INSTRUCTIONS FOR THE TASK:
Please restate the following records word for word.

Collected data:

----

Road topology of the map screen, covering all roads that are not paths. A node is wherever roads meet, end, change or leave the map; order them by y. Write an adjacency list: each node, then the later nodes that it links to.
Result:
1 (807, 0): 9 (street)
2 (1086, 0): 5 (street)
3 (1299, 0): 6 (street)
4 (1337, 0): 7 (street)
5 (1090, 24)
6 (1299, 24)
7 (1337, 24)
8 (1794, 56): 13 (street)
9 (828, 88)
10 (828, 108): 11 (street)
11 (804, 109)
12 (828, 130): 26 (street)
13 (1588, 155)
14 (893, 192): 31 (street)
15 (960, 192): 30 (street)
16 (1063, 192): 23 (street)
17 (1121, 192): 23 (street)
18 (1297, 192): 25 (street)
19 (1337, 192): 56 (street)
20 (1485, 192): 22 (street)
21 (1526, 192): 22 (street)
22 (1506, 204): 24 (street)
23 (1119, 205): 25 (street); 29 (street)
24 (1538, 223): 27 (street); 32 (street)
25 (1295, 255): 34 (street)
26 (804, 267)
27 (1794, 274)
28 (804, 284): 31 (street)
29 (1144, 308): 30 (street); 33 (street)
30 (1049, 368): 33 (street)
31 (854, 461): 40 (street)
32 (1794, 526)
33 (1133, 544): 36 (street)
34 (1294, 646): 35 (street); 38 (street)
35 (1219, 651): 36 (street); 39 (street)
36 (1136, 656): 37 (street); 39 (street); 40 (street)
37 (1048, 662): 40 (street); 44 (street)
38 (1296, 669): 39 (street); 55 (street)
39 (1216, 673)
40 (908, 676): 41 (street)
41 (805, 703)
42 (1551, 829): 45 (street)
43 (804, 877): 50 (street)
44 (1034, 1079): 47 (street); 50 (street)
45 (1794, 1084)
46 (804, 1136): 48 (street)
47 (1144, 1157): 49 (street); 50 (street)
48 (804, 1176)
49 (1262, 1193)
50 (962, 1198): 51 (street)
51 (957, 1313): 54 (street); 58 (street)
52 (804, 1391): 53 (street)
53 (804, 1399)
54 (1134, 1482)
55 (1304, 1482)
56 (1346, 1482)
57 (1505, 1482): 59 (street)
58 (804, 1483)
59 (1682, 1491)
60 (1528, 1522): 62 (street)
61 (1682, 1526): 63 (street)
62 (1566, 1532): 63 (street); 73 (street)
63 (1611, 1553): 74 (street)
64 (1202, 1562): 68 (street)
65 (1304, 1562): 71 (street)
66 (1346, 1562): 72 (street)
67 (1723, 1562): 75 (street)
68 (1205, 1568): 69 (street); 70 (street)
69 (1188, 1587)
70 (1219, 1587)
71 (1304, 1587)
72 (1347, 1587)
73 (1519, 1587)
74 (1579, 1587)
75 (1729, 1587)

----

EXERCISE RESULT:
Road topology of the map screen, covering all roads that are not paths. A node is wherever roads meet, end, change or leave the map; order them by y. Write an adjacency list: each node, then the later nodes that it links to.
Result:
1 (807, 0): 9 (street)
2 (1086, 0): 5 (street)
3 (1299, 0): 6 (street)
4 (1337, 0): 7 (street)
5 (1090, 24)
6 (1299, 24)
7 (1337, 24)
8 (1794, 56): 13 (street)
9 (828, 88)
10 (828, 108): 11 (street)
11 (804, 109)
12 (828, 130): 26 (street)
13 (1588, 155)
14 (893, 192): 31 (street)
15 (960, 192): 30 (street)
16 (1063, 192): 23 (street)
17 (1121, 192): 23 (street)
18 (1297, 192): 25 (street)
19 (1337, 192): 56 (street)
20 (1485, 192): 22 (street)
21 (1526, 192): 22 (street)
22 (1506, 204): 24 (street)
23 (1119, 205): 25 (street); 29 (street)
24 (1538, 223): 27 (street); 32 (street)
25 (1295, 255): 34 (street)
26 (804, 267)
27 (1794, 274)
28 (804, 284): 31 (street)
29 (1144, 308): 30 (street); 33 (street)
30 (1049, 368): 33 (street)
31 (854, 461): 40 (street)
32 (1794, 526)
33 (1133, 544): 36 (street)
34 (1294, 646): 35 (street); 38 (street)
35 (1219, 651): 36 (street); 39 (street)
36 (1136, 656): 37 (street); 39 (street); 40 (street)
37 (1048, 662): 40 (street); 44 (street)
38 (1296, 669): 39 (street); 55 (street)
39 (1216, 673)
40 (908, 676): 41 (street)
41 (805, 703)
42 (1551, 829): 45 (street)
43 (804, 877): 50 (street)
44 (1034, 1079): 47 (street); 50 (street)
45 (1794, 1084)
46 (804, 1136): 48 (street)
47 (1144, 1157): 49 (street); 50 (street)
48 (804, 1176)
49 (1262, 1193)
50 (962, 1198): 51 (street)
51 (957, 1313): 54 (street); 58 (street)
52 (804, 1391): 53 (street)
53 (804, 1399)
54 (1134, 1482)
55 (1304, 1482)
56 (1346, 1482)
57 (1505, 1482): 59 (street)
58 (804, 1483)
59 (1682, 1491)
60 (1528, 1522): 62 (street)
61 (1682, 1526): 63 (street)
62 (1566, 1532): 63 (street); 73 (street)
63 (1611, 1553): 74 (street)
64 (1202, 1562): 68 (street)
65 (1304, 1562): 71 (street)
66 (1346, 1562): 72 (street)
67 (1723, 1562): 75 (street)
68 (1205, 1568): 69 (street); 70 (street)
69 (1188, 1587)
70 (1219, 1587)
71 (1304, 1587)
72 (1347, 1587)
73 (1519, 1587)
74 (1579, 1587)
75 (1729, 1587)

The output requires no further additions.